Frequent implementation mistakes (and how to avoid them)
- Mistake: Treating disposal as “delete in the app” only. Fix: maintain a storage-location map and include exports, logs, endpoints, and third parties in scope.
- Mistake: No defined techniques, only a generic policy statement. Fix: publish a short disposal techniques standard that teams can follow and auditors can test against. 1
- Mistake: Backups are ignored or hand-waved. Fix: document how backup retention works, what is immutable, and what compensating controls exist; align backup retention to retention requirements where feasible.
- Mistake: Evidence is “screenshots from last year.” Fix: set recurring evidence collection (monthly/quarterly) from logs and tickets, stored in a controlled repository.
- Mistake: Third-party disposal is assumed. Fix: require disposal terms and evidence rights in third-party contracts; track disposal requests for offboarded systems.
Risk implications (why assessors care)
Failure modes map to real risk:
- Data minimization failure: retaining data past retention increases impact if compromised.
- Discovery exposure: stale data increases what you may need to collect and produce in investigations or litigation.
- Third-party risk: if a third party retains your data after contract end, you may still bear reputational and contractual impact.
NIST frames SI-12(3) as a defined-method, retention-linked disposal requirement; auditors usually treat “can you prove disposal happened” as the pass/fail line. 2
Practical execution plan (30/60/90-day)
Use these phases as a realistic operating plan. Adjust scope to your highest-risk systems first (PII, authentication data, security logs, regulated records).

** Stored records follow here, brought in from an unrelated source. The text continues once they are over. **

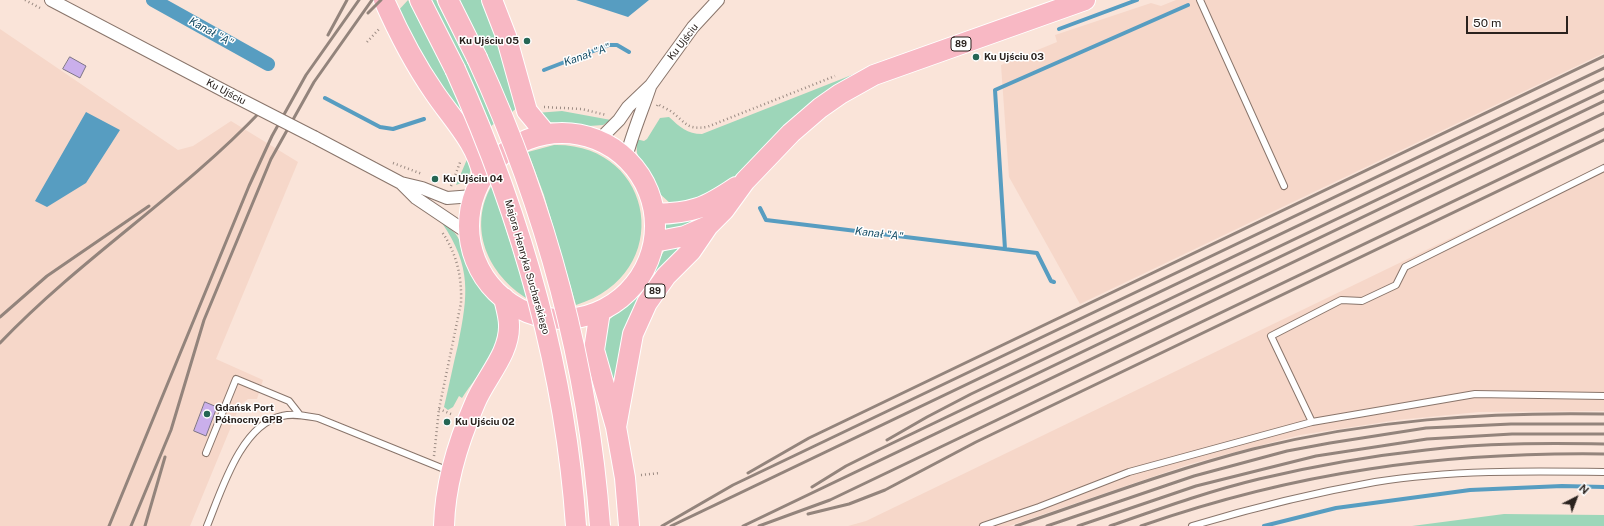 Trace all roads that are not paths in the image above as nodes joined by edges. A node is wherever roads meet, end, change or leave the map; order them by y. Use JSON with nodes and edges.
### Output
{"nodes":[{"id":1,"x":51,"y":0,"type":"edge"},
{"id":2,"x":384,"y":0,"type":"edge"},
{"id":3,"x":420,"y":0,"type":"edge"},
{"id":4,"x":448,"y":0,"type":"edge"},
{"id":5,"x":492,"y":0,"type":"edge"},
{"id":6,"x":718,"y":0,"type":"edge"},
{"id":7,"x":1086,"y":0,"type":"edge"},
{"id":8,"x":1200,"y":0,"type":"edge"},
{"id":9,"x":651,"y":85,"type":"junction"},
{"id":10,"x":546,"y":134,"type":"junction"},
{"id":11,"x":599,"y":140,"type":"junction"},
{"id":12,"x":626,"y":158,"type":"junction"},
{"id":13,"x":1604,"y":168,"type":"edge"},
{"id":14,"x":483,"y":176,"type":"junction"},
{"id":15,"x":745,"y":182,"type":"junction"},
{"id":16,"x":402,"y":183,"type":"junction"},
{"id":17,"x":1284,"y":186,"type":"dead end"},
{"id":18,"x":473,"y":196,"type":"junction"},
{"id":19,"x":655,"y":214,"type":"junction"},
{"id":20,"x":708,"y":226,"type":"junction"},
{"id":21,"x":468,"y":233,"type":"junction"},
{"id":22,"x":654,"y":242,"type":"junction"},
{"id":23,"x":504,"y":298,"type":"junction"},
{"id":24,"x":600,"y":311,"type":"junction"},
{"id":25,"x":1604,"y":396,"type":"edge"},
{"id":26,"x":300,"y":415,"type":"junction"},
{"id":27,"x":1312,"y":422,"type":"junction"},
{"id":28,"x":616,"y":426,"type":"junction"},
{"id":29,"x":206,"y":453,"type":"dead end"},
{"id":30,"x":451,"y":471,"type":"junction"},
{"id":31,"x":1604,"y":472,"type":"edge"},
{"id":32,"x":207,"y":526,"type":"edge"},
{"id":33,"x":444,"y":526,"type":"edge"},
{"id":34,"x":576,"y":526,"type":"edge"},
{"id":35,"x":600,"y":526,"type":"edge"},
{"id":36,"x":629,"y":526,"type":"edge"},
{"id":37,"x":983,"y":526,"type":"edge"},
{"id":38,"x":1192,"y":526,"type":"edge"}],
"edges":[{"from":1,"to":16,"type":"street","name":"Ku Ujściu","bridge":true},
{"from":2,"to":14,"type":"highway"},
{"from":3,"to":34,"type":"highway","name":"Majora Henryka Sucharskiego","bridge":true},
{"from":4,"to":35,"type":"highway","bridge":true},
{"from":5,"to":10,"type":"highway"},
{"from":6,"to":9,"type":"street","name":"Ku Ujściu"},
{"from":7,"to":15,"type":"highway","number":"89"},
{"from":8,"to":17,"type":"lane"},
{"from":9,"to":11,"type":"street","name":"Ku Ujściu"},
{"from":9,"to":12,"type":"street","name":"Ku Ujściu"},
{"from":10,"to":11,"type":"highway"},
{"from":10,"to":14,"type":"highway"},
{"from":11,"to":12,"type":"highway"},
{"from":12,"to":19,"type":"highway"},
{"from":13,"to":27,"type":"lane"},
{"from":14,"to":18,"type":"highway"},
{"from":15,"to":19,"type":"highway","number":"89"},
{"from":15,"to":20,"type":"highway","number":"89"},
{"from":16,"to":18,"type":"street","name":"Ku Ujściu"},
{"from":16,"to":21,"type":"street","name":"Ku Ujściu"},
{"from":18,"to":21,"type":"highway"},
{"from":19,"to":22,"type":"highway"},
{"from":20,"to":22,"type":"highway"},
{"from":20,"to":28,"type":"highway","number":"89"},
{"from":21,"to":23,"type":"highway"},
{"from":22,"to":24,"type":"highway"},
{"from":23,"to":24,"type":"highway"},
{"from":23,"to":30,"type":"highway"},
{"from":24,"to":28,"type":"highway"},
{"from":25,"to":27,"type":"lane"},
{"from":26,"to":29,"type":"lane"},
{"from":26,"to":30,"type":"lane"},
{"from":26,"to":32,"type":"lane"},
{"from":27,"to":37,"type":"lane"},
{"from":28,"to":36,"type":"highway","number":"89"},
{"from":30,"to":33,"type":"highway"},
{"from":31,"to":38,"type":"lane"}]} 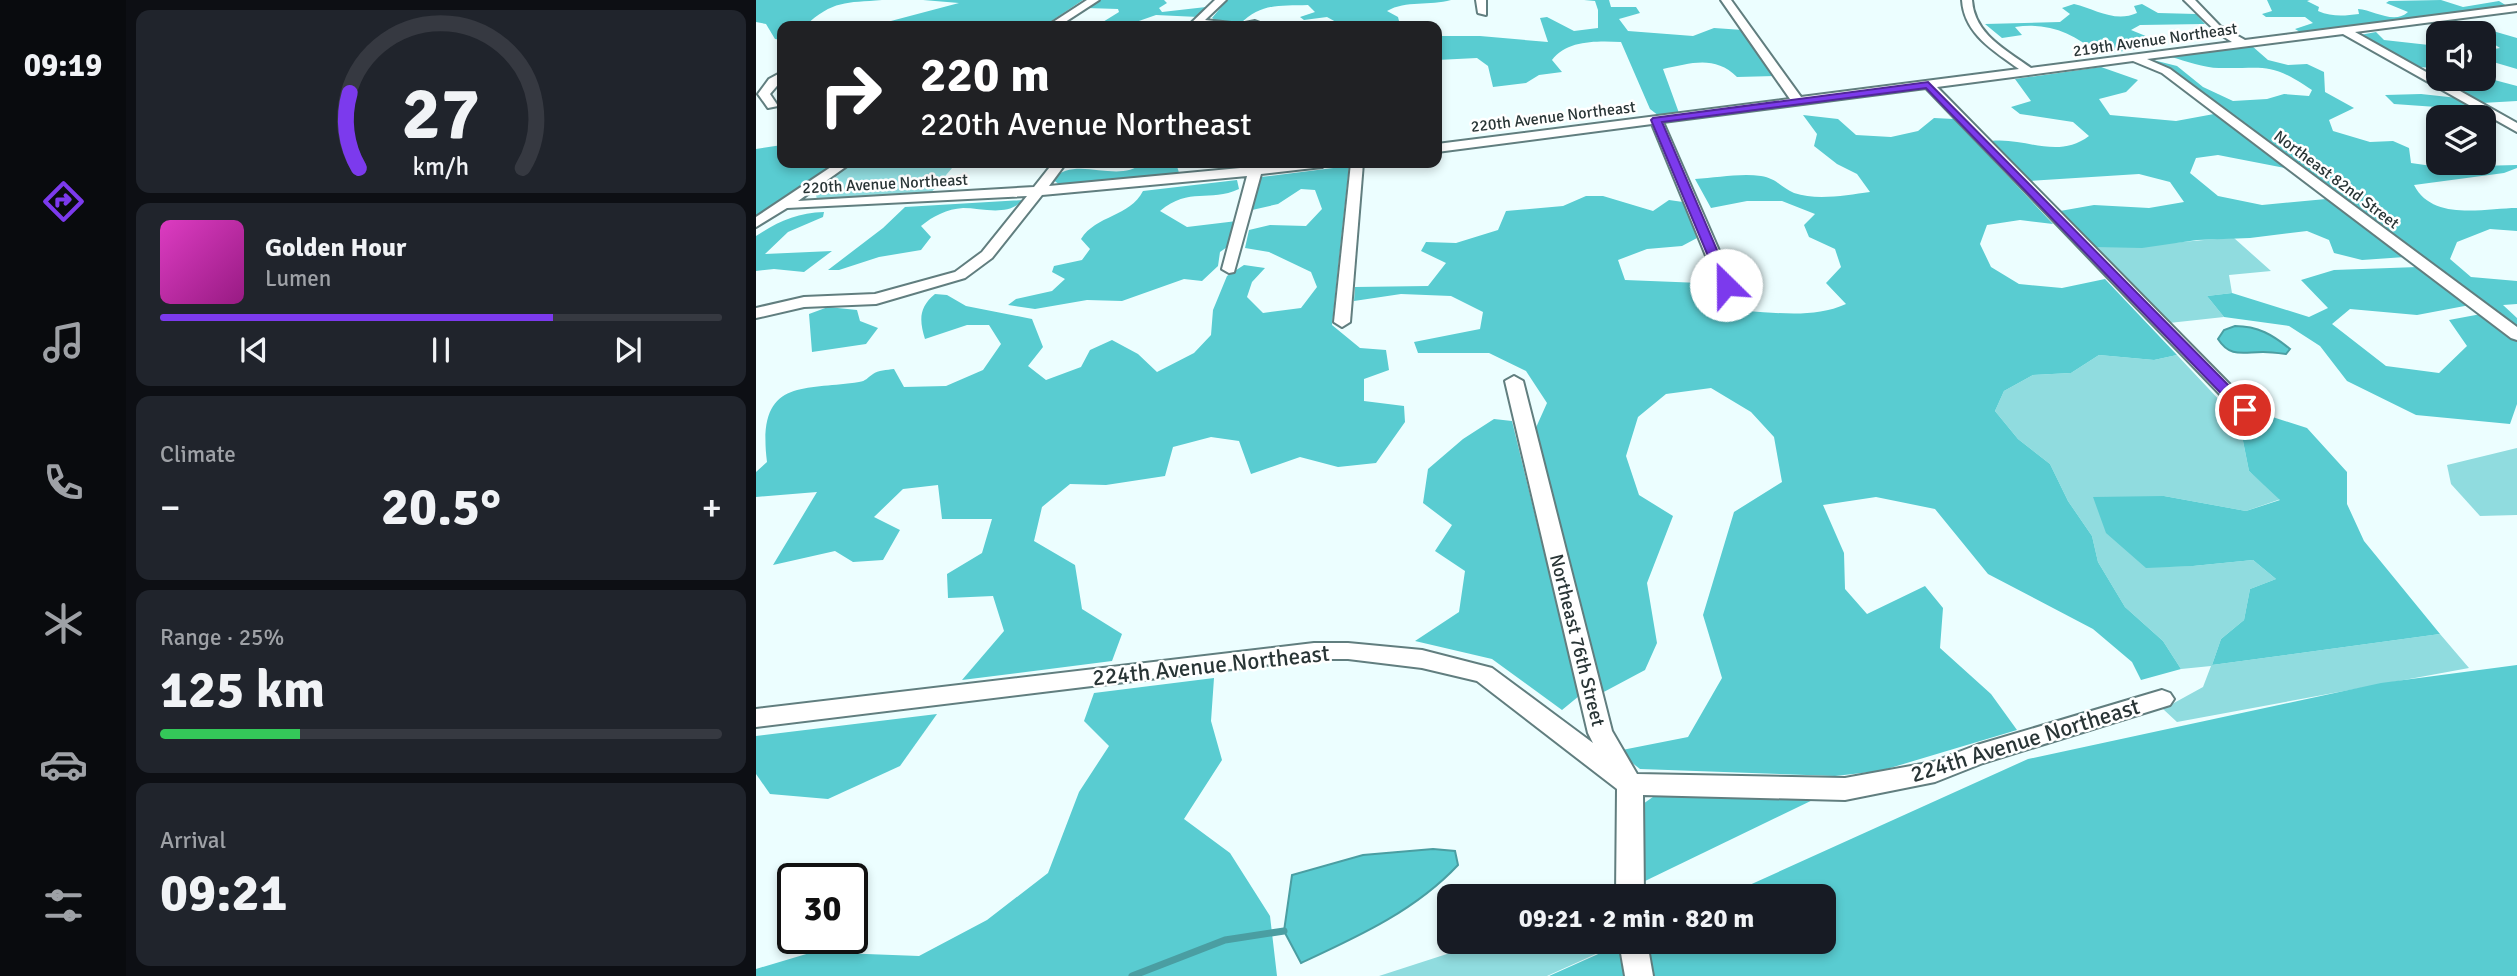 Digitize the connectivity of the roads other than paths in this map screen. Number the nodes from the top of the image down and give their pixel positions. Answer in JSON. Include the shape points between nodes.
{"nodes":[{"id":1,"x":1094,"y":0,"type":"edge"},
{"id":2,"x":1221,"y":0,"type":"edge"},
{"id":3,"x":1481,"y":0,"type":"edge"},
{"id":4,"x":1726,"y":0,"type":"edge"},
{"id":5,"x":1967,"y":0,"type":"edge"},
{"id":6,"x":2189,"y":0,"type":"edge"},
{"id":7,"x":2505,"y":0,"type":"edge"},
{"id":8,"x":2517,"y":6,"type":"edge"},
{"id":9,"x":1483,"y":13,"type":"dead end"},
{"id":10,"x":1060,"y":21,"type":"edge"},
{"id":11,"x":1200,"y":21,"type":"edge"},
{"id":12,"x":2344,"y":30,"type":"junction"},
{"id":13,"x":2242,"y":43,"type":"junction"},
{"id":14,"x":2132,"y":58,"type":"junction"},
{"id":15,"x":2029,"y":71,"type":"junction"},
{"id":16,"x":777,"y":78,"type":"edge"},
{"id":17,"x":1928,"y":85,"type":"junction"},
{"id":18,"x":1798,"y":102,"type":"junction"},
{"id":19,"x":777,"y":105,"type":"edge"},
{"id":20,"x":756,"y":110,"type":"edge"},
{"id":21,"x":1656,"y":120,"type":"junction"},
{"id":22,"x":2517,"y":128,"type":"edge"},
{"id":23,"x":1442,"y":147,"type":"edge"},
{"id":24,"x":838,"y":168,"type":"edge"},
{"id":25,"x":1056,"y":168,"type":"edge"},
{"id":26,"x":1285,"y":168,"type":"edge"},
{"id":27,"x":1357,"y":168,"type":"edge"},
{"id":28,"x":1255,"y":172,"type":"junction"},
{"id":29,"x":1034,"y":193,"type":"junction"},
{"id":30,"x":784,"y":204,"type":"junction"},
{"id":31,"x":756,"y":223,"type":"edge"},
{"id":32,"x":1229,"y":269,"type":"dead end"},
{"id":33,"x":1726,"y":285,"type":"dead end"},
{"id":34,"x":756,"y":313,"type":"edge"},
{"id":35,"x":1342,"y":322,"type":"dead end"},
{"id":36,"x":2517,"y":335,"type":"edge"},
{"id":37,"x":1514,"y":381,"type":"dead end"},
{"id":38,"x":2245,"y":410,"type":"dead end"},
{"id":39,"x":2162,"y":699,"type":"dead end"},
{"id":40,"x":756,"y":718,"type":"edge"},
{"id":41,"x":1630,"y":784,"type":"junction"},
{"id":42,"x":1630,"y":884,"type":"edge"},
{"id":43,"x":1635,"y":954,"type":"edge"},
{"id":44,"x":1639,"y":976,"type":"edge"}],
"edges":[{"from":1,"to":10,"type":"street"},
{"from":2,"to":11,"type":"street"},
{"from":3,"to":9,"type":"street"},
{"from":4,"to":18,"type":"street"},
{"from":5,"to":15,"type":"street","via":[[1970,22]]},
{"from":6,"to":13,"type":"street","via":[[2216,29]]},
{"from":7,"to":8,"type":"street"},
{"from":8,"to":12,"type":"street","name":"219th Avenue Northeast"},
{"from":12,"to":13,"type":"street","name":"219th Avenue Northeast"},
{"from":12,"to":22,"type":"street"},
{"from":13,"to":14,"type":"street","name":"219th Avenue Northeast"},
{"from":14,"to":15,"type":"street","name":"219th Avenue Northeast"},
{"from":14,"to":36,"type":"street","name":"Northeast 82nd Street","via":[[2166,71]]},
{"from":15,"to":17,"type":"street","name":"219th Avenue Northeast"},
{"from":16,"to":19,"type":"street","via":[[764,94]]},
{"from":17,"to":18,"type":"street","name":"219th Avenue Northeast"},
{"from":17,"to":38,"type":"street"},
{"from":18,"to":21,"type":"street","name":"220th Avenue Northeast"},
{"from":19,"to":20,"type":"street"},
{"from":21,"to":23,"type":"street","name":"220th Avenue Northeast"},
{"from":21,"to":33,"type":"street"},
{"from":24,"to":30,"type":"street"},
{"from":25,"to":29,"type":"street"},
{"from":26,"to":28,"type":"street","name":"220th Avenue Northeast"},
{"from":27,"to":35,"type":"street"},
{"from":28,"to":29,"type":"street","name":"220th Avenue Northeast"},
{"from":28,"to":32,"type":"street"},
{"from":29,"to":30,"type":"street","name":"220th Avenue Northeast"},
{"from":29,"to":34,"type":"street","via":[[987,255],[960,275],[876,299],[804,302]]},
{"from":30,"to":31,"type":"street"},
{"from":37,"to":41,"type":"street","name":"Northeast 76th Street","via":[[1600,733]]},
{"from":39,"to":41,"type":"street","name":"224th Avenue Northeast","via":[[1935,772],[1845,789]]},
{"from":40,"to":41,"type":"street","name":"224th Avenue Northeast","via":[[1192,665],[1348,651],[1422,659],[1484,674]]},
{"from":41,"to":42,"type":"street"},
{"from":43,"to":44,"type":"street"}]}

First 30 days (foundation)
- Assign a control owner and a technical owner for disposal execution.
- Publish the approved disposal techniques list (the SI-12(3) parameter) and route it through your normal policy/control approval flow. 1
- Identify in-scope information types and top systems where retention expiration occurs.
- Define the minimum evidence set you will collect per system (logs, tickets, certificates).
Days 31–60 (implementation)
- Configure retention/deletion settings in priority systems (system of record first).
- Implement endpoint and media disposal procedure for IT asset disposition and offboarding.
- Add legal hold and exception workflows if they are informal today.
- Update third-party contract templates or add addenda for disposal obligations and evidence rights.
Days 61–90 (operate + validate)
- Run at least one full disposal cycle in each priority system and collect evidence.
- Perform spot checks across replicas (exports, shared drives, data warehouse feeds).
- Record issues as corrective actions with owners and due dates.
- Package artifacts for assessment: standard, procedures, configs, and execution evidence.
Ongoing (keep it passing)
- Review disposal techniques annually or after major platform changes.
- Monitor deletion job failures and exception volume.
- Re-test samples periodically and after system migrations.
Tooling note (where Daydream fits)
Most SI-12(3) programs fail on coordination and evidence, not intent. Daydream helps by mapping SI-12(3) to a named control owner, a concrete implementation procedure, and a recurring evidence checklist so you can show consistent operation during assessments. 1
Frequently Asked Questions
Do we need to physically destroy media to satisfy SI-12(3)?
SI-12(3) requires that you use defined techniques appropriate to the medium after retention ends. Physical destruction can be one technique, but you can also define secure erase or cryptographic erasure where appropriate, as long as you document the technique and can prove execution. 1
How should we handle immutable or write-once backups?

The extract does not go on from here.